I'd suspect that a lot of 301s could be badly misinterpreted if this bug isn't fixed.

Hell³
09-29-2006, 02:30 PM
Once more the G drops the ball.

Considering I have a couple 301's that redirect from /forum to root and forum.domain.net to www.domain.net I could be affected by this bug?

minstrel
09-29-2006, 05:58 PM
Following the Big Daddy update and its sequels, a number of problems became apparent, 301 redirects being one of them. It seems that Google has fixed some bugs only to create others. One of the things they were apparently trying to do is correct the issue where Google saw www.domain.com, domain.com, www.domain.com/, and domain/com/ as 4 different URLs. In the process, many people who had been trying to use 301 redirects to force all of those URLs to resolve to the same place seem to have been hit.

Since the original update, some of those issues seem to have been resolved. However, one thing that's important to do is to make sure that any 301 redirects are actually returning 301 in the headers, and not 302 or 200 or 404.

Thesre are several places you can check your page headers - here's one: http://www.seoconsultants.com/tools/headers.asp

Hell³
09-29-2006, 07:14 PM
Ah, nice tool, and yep, both redirects return 301 in the headers.
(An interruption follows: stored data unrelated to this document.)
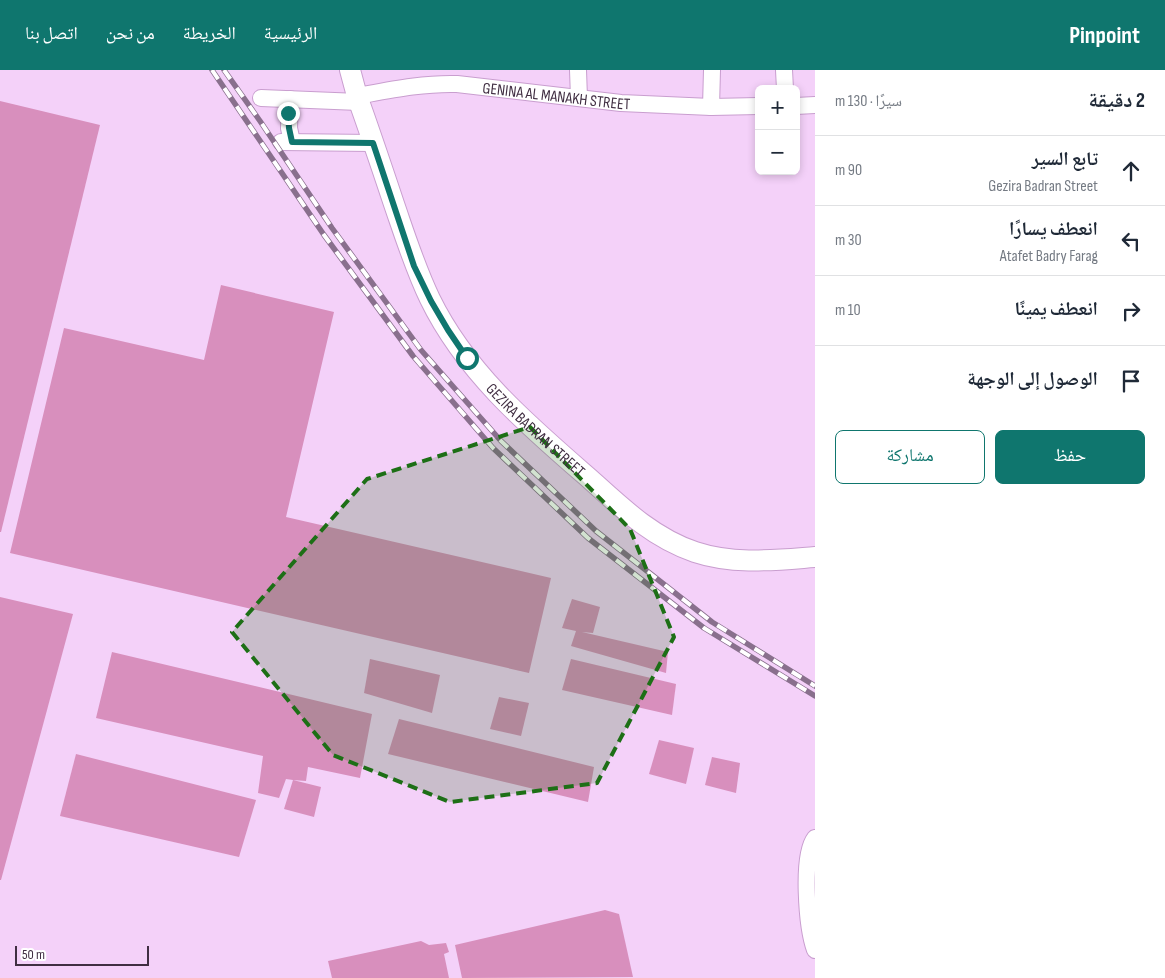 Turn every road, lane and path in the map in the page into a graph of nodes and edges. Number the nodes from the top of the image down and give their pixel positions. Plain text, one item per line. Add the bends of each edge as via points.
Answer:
1 (350, 70) edge
2 (578, 70) edge
3 (712, 70) edge
4 (784, 70) edge
5 (457, 77) edge
6 (786, 85) edge
7 (261, 98) dead end
8 (579, 98) junction
9 (290, 99) junction
10 (358, 99) junction
11 (815, 105) edge
12 (755, 106) edge
13 (800, 106) edge
14 (711, 107) junction
15 (373, 143) junction
16 (815, 557) edge
17 (815, 838) edge
18 (815, 950) edge

1 - 10 street, GEZIRA BADRAN STREET
2 - 8 street
3 - 14 street
4 - 6 street
5 - 8 street, GENINA AL MANAKH STREET
5 - 10 street, GENINA AL MANAKH STREET
7 - 9 street, GENINA AL MANAKH STREET
8 - 14 street, GENINA AL MANAKH STREET
9 - 10 street, GENINA AL MANAKH STREET
9 - 15 street via 286,142
10 - 15 street, GEZIRA BADRAN STREET
11 - 13 street
12 - 14 street, GENINA AL MANAKH STREET
15 - 16 street, GEZIRA BADRAN STREET via 414,266 431,301 467,358 507,405 539,435 641,524 667,540 695,552 726,559 757,561
17 - 18 street via 809,855 806,885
Thanks for the link.

minstrel
09-29-2006, 07:22 PM
Okay, then you should be okay, or as okay as anyone is in Google these days.

I discovered (with the help of a DigitalPoint member) shortly after Big Daddy that some of mine were returning double headers - the first saying 301 and the second saying 200, meaning that effectively Google mignored the first and assumed it had found the page with the original URL.